■ Problem to solve ■
Each record must be printed again exactly as it appears.

■ Entries provided ■
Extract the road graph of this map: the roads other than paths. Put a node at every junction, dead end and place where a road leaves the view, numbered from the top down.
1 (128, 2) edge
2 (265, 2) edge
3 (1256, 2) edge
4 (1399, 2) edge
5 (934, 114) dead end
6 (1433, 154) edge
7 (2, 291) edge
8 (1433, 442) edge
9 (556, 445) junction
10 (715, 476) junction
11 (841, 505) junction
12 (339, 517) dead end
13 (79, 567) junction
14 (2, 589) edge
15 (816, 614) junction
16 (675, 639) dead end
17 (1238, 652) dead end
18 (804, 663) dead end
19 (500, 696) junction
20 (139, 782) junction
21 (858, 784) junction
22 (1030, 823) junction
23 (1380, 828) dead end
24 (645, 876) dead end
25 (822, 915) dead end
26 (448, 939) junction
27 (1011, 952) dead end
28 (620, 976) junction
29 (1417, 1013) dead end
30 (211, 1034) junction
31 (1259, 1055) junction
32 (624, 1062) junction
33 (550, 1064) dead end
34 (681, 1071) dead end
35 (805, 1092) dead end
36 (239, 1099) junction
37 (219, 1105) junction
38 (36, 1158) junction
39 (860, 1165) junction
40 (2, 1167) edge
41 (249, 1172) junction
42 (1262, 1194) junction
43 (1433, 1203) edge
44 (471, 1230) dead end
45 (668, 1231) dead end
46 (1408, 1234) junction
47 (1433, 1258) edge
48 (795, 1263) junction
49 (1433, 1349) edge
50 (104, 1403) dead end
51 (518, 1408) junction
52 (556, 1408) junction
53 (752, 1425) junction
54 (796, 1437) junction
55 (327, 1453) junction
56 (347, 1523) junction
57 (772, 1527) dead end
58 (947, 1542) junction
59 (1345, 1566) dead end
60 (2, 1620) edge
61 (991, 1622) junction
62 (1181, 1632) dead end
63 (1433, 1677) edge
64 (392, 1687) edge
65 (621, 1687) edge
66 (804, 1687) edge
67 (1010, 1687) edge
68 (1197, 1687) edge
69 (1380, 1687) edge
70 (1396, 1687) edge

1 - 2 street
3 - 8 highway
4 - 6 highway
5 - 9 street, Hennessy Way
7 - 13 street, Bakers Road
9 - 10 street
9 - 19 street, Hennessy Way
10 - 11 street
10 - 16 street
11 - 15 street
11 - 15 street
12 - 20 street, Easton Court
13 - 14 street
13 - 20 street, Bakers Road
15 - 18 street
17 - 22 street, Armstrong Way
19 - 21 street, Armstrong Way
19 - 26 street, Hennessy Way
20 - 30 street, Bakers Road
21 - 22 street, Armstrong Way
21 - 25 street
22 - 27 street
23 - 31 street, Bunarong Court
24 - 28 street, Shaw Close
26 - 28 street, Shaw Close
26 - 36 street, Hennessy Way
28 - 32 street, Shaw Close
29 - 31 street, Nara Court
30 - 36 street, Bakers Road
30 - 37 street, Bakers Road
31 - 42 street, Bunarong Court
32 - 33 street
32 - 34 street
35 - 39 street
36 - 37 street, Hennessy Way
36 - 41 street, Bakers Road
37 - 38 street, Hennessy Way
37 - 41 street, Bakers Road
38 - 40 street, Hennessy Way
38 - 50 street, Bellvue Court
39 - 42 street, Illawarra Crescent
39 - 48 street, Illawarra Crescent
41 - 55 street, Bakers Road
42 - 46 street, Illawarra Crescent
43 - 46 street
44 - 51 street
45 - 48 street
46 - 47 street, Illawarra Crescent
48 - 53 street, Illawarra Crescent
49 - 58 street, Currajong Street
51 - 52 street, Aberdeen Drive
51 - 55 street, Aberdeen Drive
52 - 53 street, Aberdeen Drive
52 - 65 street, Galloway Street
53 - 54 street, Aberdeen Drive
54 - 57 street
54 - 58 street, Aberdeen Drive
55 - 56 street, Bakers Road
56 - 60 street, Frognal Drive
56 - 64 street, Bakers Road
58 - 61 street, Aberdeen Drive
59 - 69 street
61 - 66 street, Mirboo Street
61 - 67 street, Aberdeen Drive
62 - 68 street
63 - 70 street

■ Written answer ■
Extract the road graph of this map: the roads other than paths. Put a node at every junction, dead end and place where a road leaves the view, numbered from the top down.
1 (128, 2) edge
2 (265, 2) edge
3 (1256, 2) edge
4 (1399, 2) edge
5 (934, 114) dead end
6 (1433, 154) edge
7 (2, 291) edge
8 (1433, 442) edge
9 (556, 445) junction
10 (715, 476) junction
11 (841, 505) junction
12 (339, 517) dead end
13 (79, 567) junction
14 (2, 589) edge
15 (816, 614) junction
16 (675, 639) dead end
17 (1238, 652) dead end
18 (804, 663) dead end
19 (500, 696) junction
20 (139, 782) junction
21 (858, 784) junction
22 (1030, 823) junction
23 (1380, 828) dead end
24 (645, 876) dead end
25 (822, 915) dead end
26 (448, 939) junction
27 (1011, 952) dead end
28 (620, 976) junction
29 (1417, 1013) dead end
30 (211, 1034) junction
31 (1259, 1055) junction
32 (624, 1062) junction
33 (550, 1064) dead end
34 (681, 1071) dead end
35 (805, 1092) dead end
36 (239, 1099) junction
37 (219, 1105) junction
38 (36, 1158) junction
39 (860, 1165) junction
40 (2, 1167) edge
41 (249, 1172) junction
42 (1262, 1194) junction
43 (1433, 1203) edge
44 (471, 1230) dead end
45 (668, 1231) dead end
46 (1408, 1234) junction
47 (1433, 1258) edge
48 (795, 1263) junction
49 (1433, 1349) edge
50 (104, 1403) dead end
51 (518, 1408) junction
52 (556, 1408) junction
53 (752, 1425) junction
54 (796, 1437) junction
55 (327, 1453) junction
56 (347, 1523) junction
57 (772, 1527) dead end
58 (947, 1542) junction
59 (1345, 1566) dead end
60 (2, 1620) edge
61 (991, 1622) junction
62 (1181, 1632) dead end
63 (1433, 1677) edge
64 (392, 1687) edge
65 (621, 1687) edge
66 (804, 1687) edge
67 (1010, 1687) edge
68 (1197, 1687) edge
69 (1380, 1687) edge
70 (1396, 1687) edge

1 - 2 street
3 - 8 highway
4 - 6 highway
5 - 9 street, Hennessy Way
7 - 13 street, Bakers Road
9 - 10 street
9 - 19 street, Hennessy Way
10 - 11 street
10 - 16 street
11 - 15 street
11 - 15 street
12 - 20 street, Easton Court
13 - 14 street
13 - 20 street, Bakers Road
15 - 18 street
17 - 22 street, Armstrong Way
19 - 21 street, Armstrong Way
19 - 26 street, Hennessy Way
20 - 30 street, Bakers Road
21 - 22 street, Armstrong Way
21 - 25 street
22 - 27 street
23 - 31 street, Bunarong Court
24 - 28 street, Shaw Close
26 - 28 street, Shaw Close
26 - 36 street, Hennessy Way
28 - 32 street, Shaw Close
29 - 31 street, Nara Court
30 - 36 street, Bakers Road
30 - 37 street, Bakers Road
31 - 42 street, Bunarong Court
32 - 33 street
32 - 34 street
35 - 39 street
36 - 37 street, Hennessy Way
36 - 41 street, Bakers Road
37 - 38 street, Hennessy Way
37 - 41 street, Bakers Road
38 - 40 street, Hennessy Way
38 - 50 street, Bellvue Court
39 - 42 street, Illawarra Crescent
39 - 48 street, Illawarra Crescent
41 - 55 street, Bakers Road
42 - 46 street, Illawarra Crescent
43 - 46 street
44 - 51 street
45 - 48 street
46 - 47 street, Illawarra Crescent
48 - 53 street, Illawarra Crescent
49 - 58 street, Currajong Street
51 - 52 street, Aberdeen Drive
51 - 55 street, Aberdeen Drive
52 - 53 street, Aberdeen Drive
52 - 65 street, Galloway Street
53 - 54 street, Aberdeen Drive
54 - 57 street
54 - 58 street, Aberdeen Drive
55 - 56 street, Bakers Road
56 - 60 street, Frognal Drive
56 - 64 street, Bakers Road
58 - 61 street, Aberdeen Drive
59 - 69 street
61 - 66 street, Mirboo Street
61 - 67 street, Aberdeen Drive
62 - 68 street
63 - 70 street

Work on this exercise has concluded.